March is the start of the main gardening season and there are lots of things to get on with in the garden. But keep an eye on the weather, as frosts and cold winds can be prevalent, which can be damaging to the new growth of plants and young plants.
Beds and Borders . . .
Already you should be able to see small iris burst into blue, purple and mauve jewels and forsythia bushes clothed in their familiar, but nonetheless exciting bright yellow flowers. With milder weather the weeds will soon be popping up to cover any bare soil. Instead of hand weeding you can kill off these weeds with a spray of ready to use weed killer.
Feeding is first priority in the ornamental parts of the garden as flowering shrubs, perennials and climbers start to throw out new stems and leaves. They need to draw on a reserve of balanced nutrients to produce strong healthy growth and plenty of flowering potential.
Rhododendrons, Azaleas and other ericaceous plants such as heathers and pieris need to be fed with a special feed for acid-loving plants. Look out for packs that are marked clearly for "Azalea, Camellia & Rhododendrons".
Grass will be ready to grow strongly this month, so the lawn will need regular mowing from now on, weekly gives best visual results and encourages healthy grass plants.

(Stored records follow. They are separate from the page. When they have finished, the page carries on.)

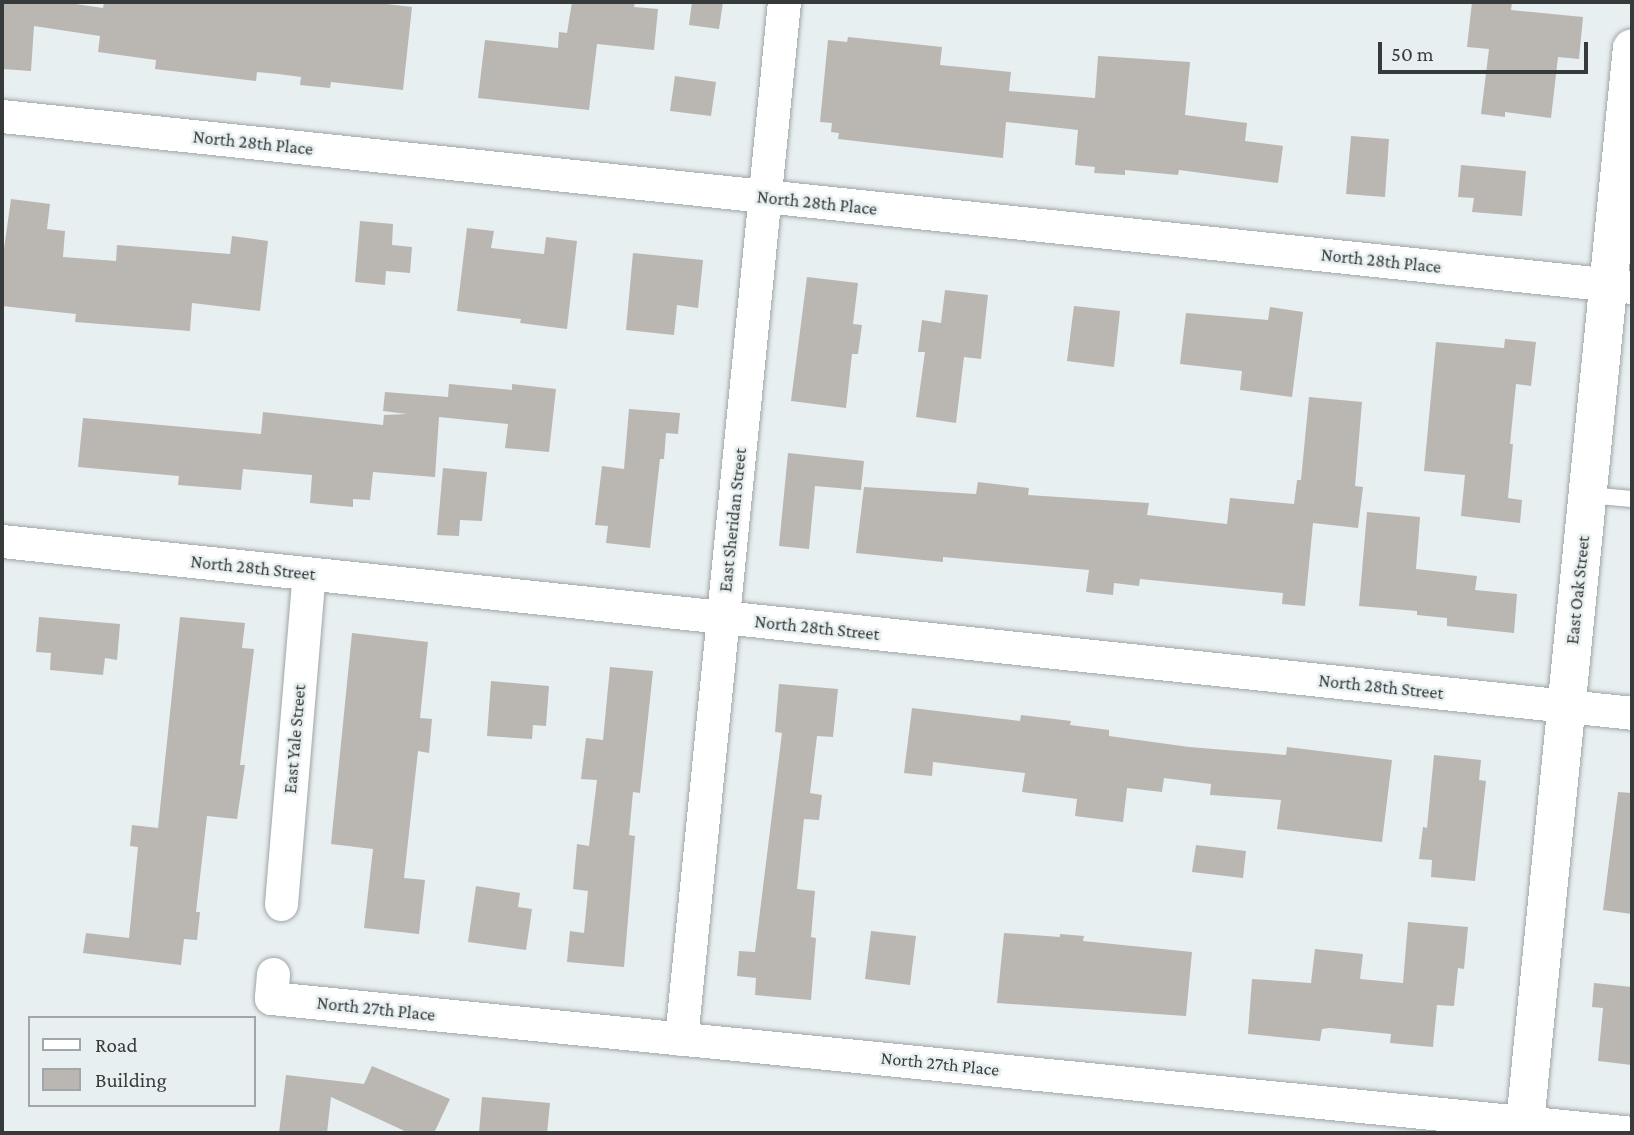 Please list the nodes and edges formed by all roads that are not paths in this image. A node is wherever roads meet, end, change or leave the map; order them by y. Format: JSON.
{"nodes":[{"id":1,"x":784,"y":2,"type":"edge"},
{"id":2,"x":1631,"y":65,"type":"edge"},
{"id":3,"x":2,"y":116,"type":"edge"},
{"id":4,"x":765,"y":197,"type":"junction"},
{"id":5,"x":1620,"y":286,"type":"edge"},
{"id":6,"x":1588,"y":495,"type":"junction"},
{"id":7,"x":1632,"y":499,"type":"edge"},
{"id":8,"x":2,"y":541,"type":"edge"},
{"id":9,"x":309,"y":574,"type":"junction"},
{"id":10,"x":723,"y":619,"type":"junction"},
{"id":11,"x":1567,"y":706,"type":"junction"},
{"id":12,"x":1632,"y":713,"type":"edge"},
{"id":13,"x":281,"y":904,"type":"dead end"},
{"id":14,"x":273,"y":974,"type":"dead end"},
{"id":15,"x":681,"y":1039,"type":"junction"},
{"id":16,"x":1525,"y":1128,"type":"edge"},
{"id":17,"x":1632,"y":1133,"type":"edge"}],
"edges":[{"from":1,"to":4,"type":"street","name":"East Sheridan Street"},
{"from":2,"to":5,"type":"street","name":"East Oak Street"},
{"from":3,"to":4,"type":"street","name":"North 28th Place"},
{"from":4,"to":5,"type":"street","name":"North 28th Place"},
{"from":4,"to":10,"type":"street","name":"East Sheridan Street"},
{"from":5,"to":6,"type":"street","name":"East Oak Street"},
{"from":6,"to":7,"type":"lane"},
{"from":6,"to":11,"type":"street","name":"East Oak Street"},
{"from":8,"to":9,"type":"street","name":"North 28th Street"},
{"from":9,"to":10,"type":"street","name":"North 28th Street"},
{"from":9,"to":13,"type":"street","name":"East Yale Street"},
{"from":10,"to":11,"type":"street","name":"North 28th Street"},
{"from":10,"to":15,"type":"street","name":"East Sheridan Street"},
{"from":11,"to":12,"type":"street","name":"North 28th Street"},
{"from":11,"to":16,"type":"street","name":"East Oak Street"},
{"from":14,"to":15,"type":"street","name":"North 27th Place"},
{"from":15,"to":16,"type":"street","name":"North 27th Place"},
{"from":16,"to":17,"type":"street","name":"North 27th Place"}]}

If you haven’t been mowing through the winter, you’ll need to set the blades at their highest height and then gradually reduce this with subsequent mowing’s. You could stress and weaken the grass if you make the first cut too low. Ideally mow the grass on a dry day.
After the winter most lawns will benefit from a lawn food that will help the grass plants to green up, encourage the lawn to thicken up and generally spring into action. If moss is present, look in shaded areas or low-lying places where ever-wet soil will encourage its spread, use a lawn fertilizer that contains a moss control. After a few weeks the moss will have turned brown and can be raked up. There are plenty of proprietary brands to choose from.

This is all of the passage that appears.